Am J Pharm Benefits. 2016;8(2):54-60

PRACTICAL IMPLICATIONS
This study uses pharmacy and medical claims data and laboratory results to demonstrate the relative impact of primary and secondary nonadherence to cholesterol medication on short-term clinical outcomes of low-density lipoprotein (LDL) levels, emergency department (ED) visits, and hospitalizations.
  • Both primary nonadherence and secondary nonadherence to cholesterol medications are considerably high at 10% and 53%, respectively.
  • Relative to adherent patients, both primary and secondary nonadherent patients achieve smaller decreases in LDL levels and experience higher risk of ED visits.
  • Clinical adherence interventions should target both primary and secondary nonadherent patients in a timely fashion.


Primary nonadherence (PNA) is defined as the failure to fill the initial prescription, whereas secondary nonadherence (SNA) refers to patients taking insufficient doses required to experience a therapeutic effect, missing doses or discontinuing therapy early. Although SNA can be easily measured using pharmacy claims data, PNA has only recently become more readily observable with the increased availability of the electronic medical record (EMR). Nearly half of all patients on chronic medications are secondary nonadherent and an estimated 20% of patients discontinue therapy after the first prescription.1,2 In addition, an estimated 20% to 35% of patients are primary nonadherent, depending on the medication class.3,4

Most medication nonadherence research has focused on risk factors associated with SNA, while identified risk factors of PNA have only begun appearing in the literature.3 However, the association between PNA and clinical outcomes is relatively unknown compared with the association between SNA and clinical outcomes.5-8 Furthermore, the impact of PNA on clinical outcomes relative to SNA has not yet been quantified.
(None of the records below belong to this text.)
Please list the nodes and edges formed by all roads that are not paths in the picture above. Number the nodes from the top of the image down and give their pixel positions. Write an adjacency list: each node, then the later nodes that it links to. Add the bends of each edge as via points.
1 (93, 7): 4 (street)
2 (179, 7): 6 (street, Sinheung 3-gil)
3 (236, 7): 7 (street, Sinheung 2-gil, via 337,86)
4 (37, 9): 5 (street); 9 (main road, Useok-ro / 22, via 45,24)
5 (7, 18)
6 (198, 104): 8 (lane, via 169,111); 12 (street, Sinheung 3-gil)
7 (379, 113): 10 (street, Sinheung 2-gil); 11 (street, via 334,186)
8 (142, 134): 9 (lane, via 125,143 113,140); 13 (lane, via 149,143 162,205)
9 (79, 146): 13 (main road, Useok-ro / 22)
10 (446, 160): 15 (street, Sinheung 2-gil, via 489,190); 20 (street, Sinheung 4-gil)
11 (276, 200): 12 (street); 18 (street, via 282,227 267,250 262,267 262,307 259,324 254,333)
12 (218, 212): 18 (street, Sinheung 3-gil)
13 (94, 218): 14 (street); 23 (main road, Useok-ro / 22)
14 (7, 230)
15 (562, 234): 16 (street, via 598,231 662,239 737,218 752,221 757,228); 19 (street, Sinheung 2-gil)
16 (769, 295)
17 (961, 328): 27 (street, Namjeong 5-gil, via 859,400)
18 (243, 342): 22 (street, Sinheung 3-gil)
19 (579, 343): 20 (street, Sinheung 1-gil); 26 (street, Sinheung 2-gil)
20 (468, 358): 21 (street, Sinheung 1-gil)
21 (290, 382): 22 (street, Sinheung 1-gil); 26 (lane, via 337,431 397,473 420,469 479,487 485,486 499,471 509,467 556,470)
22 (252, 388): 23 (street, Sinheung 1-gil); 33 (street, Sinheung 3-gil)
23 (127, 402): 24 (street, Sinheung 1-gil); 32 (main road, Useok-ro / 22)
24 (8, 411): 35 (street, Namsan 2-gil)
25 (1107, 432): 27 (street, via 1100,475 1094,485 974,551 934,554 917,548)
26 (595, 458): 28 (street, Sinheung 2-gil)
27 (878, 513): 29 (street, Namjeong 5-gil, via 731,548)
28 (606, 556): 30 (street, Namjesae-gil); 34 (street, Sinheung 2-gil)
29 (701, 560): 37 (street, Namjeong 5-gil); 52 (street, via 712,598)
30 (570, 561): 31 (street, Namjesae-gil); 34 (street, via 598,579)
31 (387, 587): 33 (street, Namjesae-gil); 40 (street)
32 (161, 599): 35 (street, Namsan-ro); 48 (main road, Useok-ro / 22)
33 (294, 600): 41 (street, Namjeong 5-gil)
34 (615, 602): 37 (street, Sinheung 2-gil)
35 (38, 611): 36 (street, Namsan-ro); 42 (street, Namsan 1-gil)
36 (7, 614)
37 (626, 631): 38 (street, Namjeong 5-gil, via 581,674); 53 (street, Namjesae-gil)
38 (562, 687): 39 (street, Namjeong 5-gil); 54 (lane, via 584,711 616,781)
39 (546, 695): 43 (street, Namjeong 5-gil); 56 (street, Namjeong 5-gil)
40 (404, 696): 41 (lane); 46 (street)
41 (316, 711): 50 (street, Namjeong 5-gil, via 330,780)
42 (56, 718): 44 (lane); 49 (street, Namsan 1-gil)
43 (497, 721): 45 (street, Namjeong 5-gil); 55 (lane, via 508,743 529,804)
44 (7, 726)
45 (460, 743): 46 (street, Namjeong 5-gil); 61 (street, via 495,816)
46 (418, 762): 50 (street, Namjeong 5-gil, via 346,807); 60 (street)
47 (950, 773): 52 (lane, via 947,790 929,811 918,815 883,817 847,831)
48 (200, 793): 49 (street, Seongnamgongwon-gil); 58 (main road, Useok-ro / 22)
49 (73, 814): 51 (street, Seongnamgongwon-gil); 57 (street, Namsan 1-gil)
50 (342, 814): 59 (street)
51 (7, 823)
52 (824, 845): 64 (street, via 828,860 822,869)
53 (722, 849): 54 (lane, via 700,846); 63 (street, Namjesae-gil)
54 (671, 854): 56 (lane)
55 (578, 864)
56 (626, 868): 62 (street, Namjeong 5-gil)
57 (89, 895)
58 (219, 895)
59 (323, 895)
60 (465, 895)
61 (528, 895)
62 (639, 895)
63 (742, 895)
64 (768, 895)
The challenge with evaluating the relationship between adherence and clinical outcomes is the potential of unobserved confounders that may bias study results. Adherent patients may also be more likely to exercise regularly, eat better, and participate in other health-promoting activities.

The objective of this study was to evaluate the impact of PNA and SNA to cholesterol medication on clinical outcomes, such as changes in low-density lipoprotein (LDL), emergency department (ED) visits, and hospitalizations. This study used EMR data from a large, integrated health plan and included electronic prescribing data. Using the rich pharmacy and medical claims data and laboratory data available in EMR data should offer better insight into the effects of PNA and SNA, insight that is less likely to be confounded by unobserved differences across adherence groups.

METHODS

Study Design and Setting
This retrospective cohort study was conducted at a large managed care organization providing comprehensive healthcare to an estimated 3.4 million current members at its 14 medical centers located throughout Southern California. The internal institutional review board approved this study. The majority of healthcare services and prescriptions are provided to members within its integrated system.

Prescriptions are entered into the EMR system and this information is electronically sent to the pharmacy, including information identifying the prescribing physician. Once the patient checks in at the pharmacy, the prescription is released from the queue and filled while the patient waits.

The EMR also includes data on patient demographics, outpatient and inpatient diagnoses, procedures, laboratory results, and prescription records. Geocoded socioeconomic data based on census-track data are also available in the patient’s EMR. Data on the characteristics of the prescribing physician are also available within the data system.